By David Tanner, Land Line associate editor | 2/26/2014

President Obama may not be able to campaign for “four more years” as president, but he can propose four more years for transportation. He did just that on Wednesday, Feb. 26, calling for a four-year, $302 billion investment in the nation’s roads, bridges, railways and transit.

The current transportation program, known as MAP-21, is scheduled to expire Sept. 30. Members of Congress are drafting new bill language – and some are hoping for a five- or six-year investment rather than a four-year plan. The longer the duration of the bill, the more certainty it would provide to states to plan and carry out transportation projects that receive federal funding.

Obama and U.S. Transportation Secretary Anthony Foxx also announced a new round of competitive TIGER grants, calling on state, regional and local governments to compete for $600 million. TIGER stands for Transportation Investment Generating Economic Recovery, and the program originated with the 2009 “stimulus bill.”

The question on everyone’s mind heading into the reauthorization process is how America will pay for investments in transportation.

In Obama’s latest proposal, he calls for the closing of “unfair” tax loopholes.

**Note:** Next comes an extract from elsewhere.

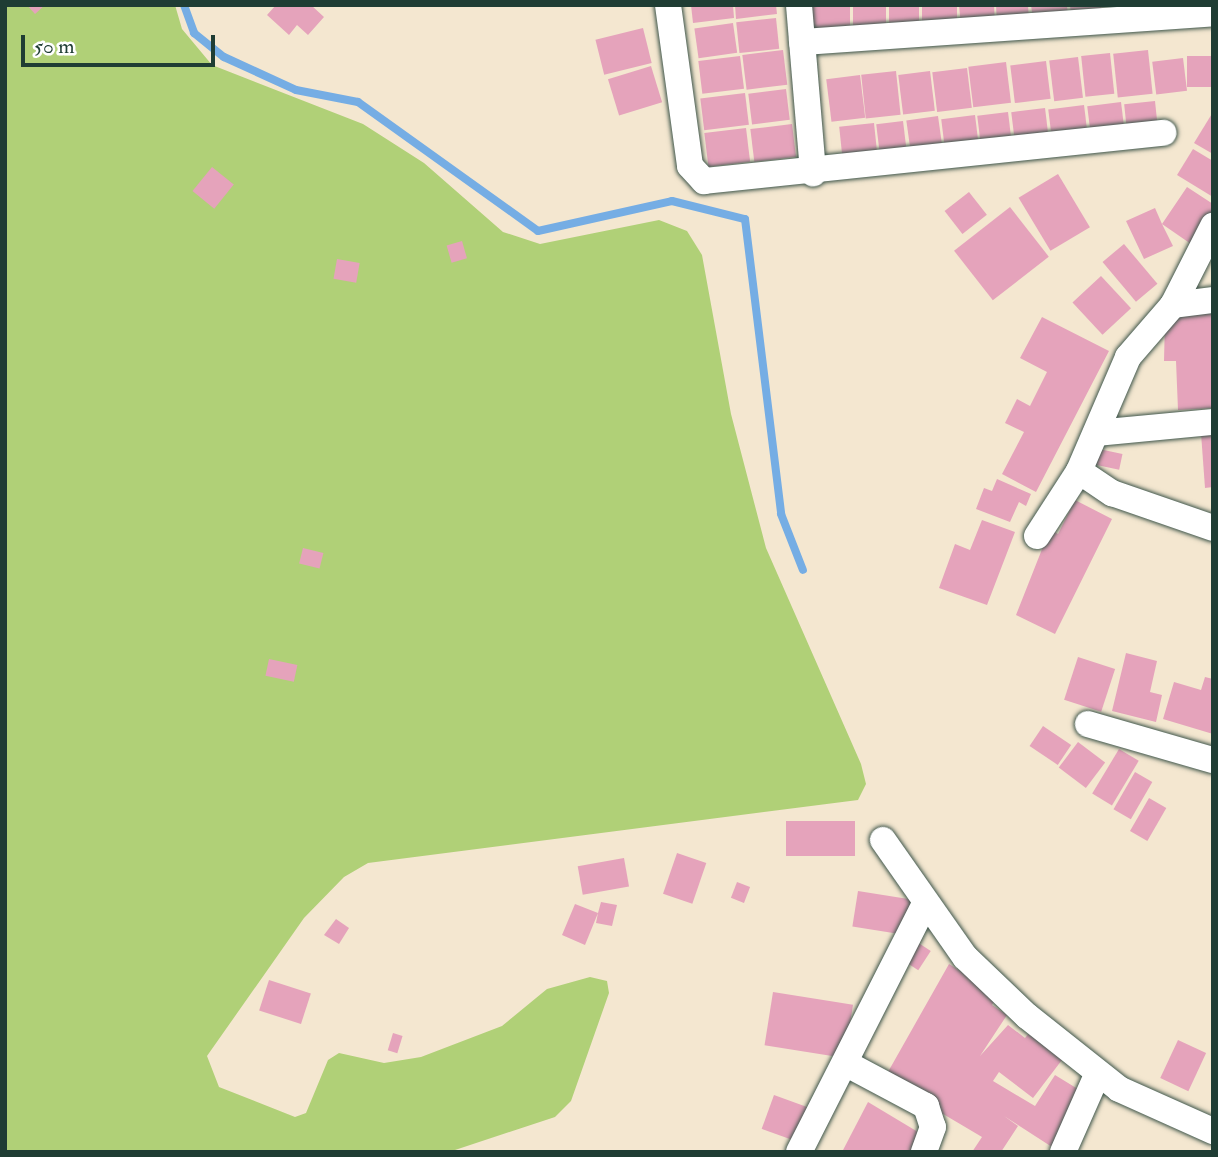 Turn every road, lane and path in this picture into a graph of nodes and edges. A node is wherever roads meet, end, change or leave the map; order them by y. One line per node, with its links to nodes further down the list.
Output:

The administration continues to dismiss a fuel-tax increase as a possible funding mechanism.

Congressional transportation leaders, Rep. Bill Shuster, R-Pa., and Sen. Barbara Boxer, D-Calif., have also recently dismissed fuel taxes as a hopeful pay-for.

Boxer is promoting a wholesale tax on oil production as a possible way to pay for transportation and has not ruled out a possible tax on vehicle miles traveled, or VMT.

Shuster has his sights on proposed budget reforms that could set aside more money for transportation.

The House Ways and Means Committee, chaired by Rep. Dave Camp, R-Mich., proposed a simplification of the IRS Tax Code on Wednesday that could free up some needed revenue.

House leadership is confident they’ll be voting on a transportation bill sometime this summer, while Senate leadership is on an expedited plan to have parts of the bill on the table in April.

OOIDA continues to educate lawmakers on issues important to truckers in the future bill such as highway and bridge funding and motor carrier safety programs.